### YOUR INSTRUCTIONS:
One figure is the whole answer: the number of lines below that contain the word "Lourenzon".

### TASK INPUT:

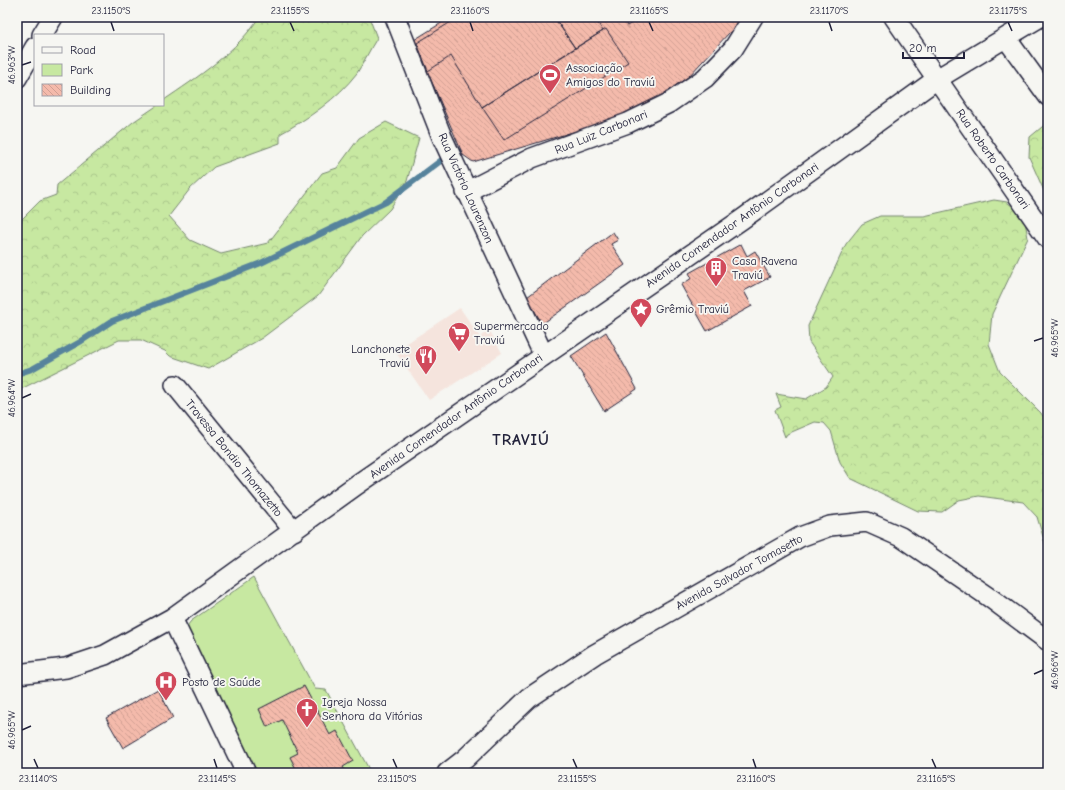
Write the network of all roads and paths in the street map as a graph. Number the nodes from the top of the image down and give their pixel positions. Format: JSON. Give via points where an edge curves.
{"nodes":[{"id":1,"x":52,"y":17,"type":"edge"},
{"id":2,"x":395,"y":17,"type":"edge"},
{"id":3,"x":753,"y":17,"type":"edge"},
{"id":4,"x":894,"y":17,"type":"edge"},
{"id":5,"x":1040,"y":17,"type":"edge"},
{"id":6,"x":43,"y":34,"type":"edge"},
{"id":7,"x":1006,"y":38,"type":"junction"},
{"id":8,"x":34,"y":49,"type":"edge"},
{"id":9,"x":17,"y":78,"type":"edge"},
{"id":10,"x":937,"y":79,"type":"junction"},
{"id":11,"x":1048,"y":96,"type":"edge"},
{"id":12,"x":466,"y":192,"type":"junction"},
{"id":13,"x":1048,"y":239,"type":"edge"},
{"id":14,"x":544,"y":356,"type":"junction"},
{"id":15,"x":175,"y":385,"type":"dead end"},
{"id":16,"x":294,"y":530,"type":"junction"},
{"id":17,"x":172,"y":618,"type":"junction"},
{"id":18,"x":1048,"y":641,"type":"edge"},
{"id":19,"x":17,"y":674,"type":"edge"},
{"id":20,"x":246,"y":773,"type":"edge"},
{"id":21,"x":447,"y":773,"type":"edge"}],
"edges":[{"from":1,"to":6,"type":"street"},
{"from":2,"to":12,"type":"street","name":"Rua Victório Lourenzon"},
{"from":3,"to":12,"type":"street","name":"Rua Luiz Carbonari","via":[[733,49],[705,78],[669,103],[628,123],[532,158]]},
{"from":4,"to":10,"type":"street","name":"Rua Roberto Carbonari"},
{"from":5,"to":7,"type":"street","name":"Avenida Comendador Antônio Carbonari"},
{"from":7,"to":10,"type":"street","name":"Avenida Comendador Antônio Carbonari"},
{"from":7,"to":11,"type":"street"},
{"from":8,"to":9,"type":"street"},
{"from":10,"to":13,"type":"street","name":"Rua Roberto Carbonari"},
{"from":10,"to":14,"type":"street","name":"Avenida Comendador Antônio Carbonari"},
{"from":12,"to":14,"type":"street","name":"Rua Victório Lourenzon"},
{"from":14,"to":16,"type":"street","name":"Avenida Comendador Antônio Carbonari"},
{"from":15,"to":16,"type":"street","name":"Travessa Bondio Thomazetto"},
{"from":16,"to":17,"type":"street","name":"Avenida Comendador Antônio Carbonari"},
{"from":17,"to":19,"type":"street","name":"Avenida Comendador Antônio Carbonari","via":[[105,655],[66,668]]},
{"from":17,"to":20,"type":"street"},
{"from":18,"to":21,"type":"street","name":"Avenida Salvador Tomasetto","via":[[901,537],[867,522],[830,526],[800,537],[595,654],[530,698]]}]}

### RESULT:
2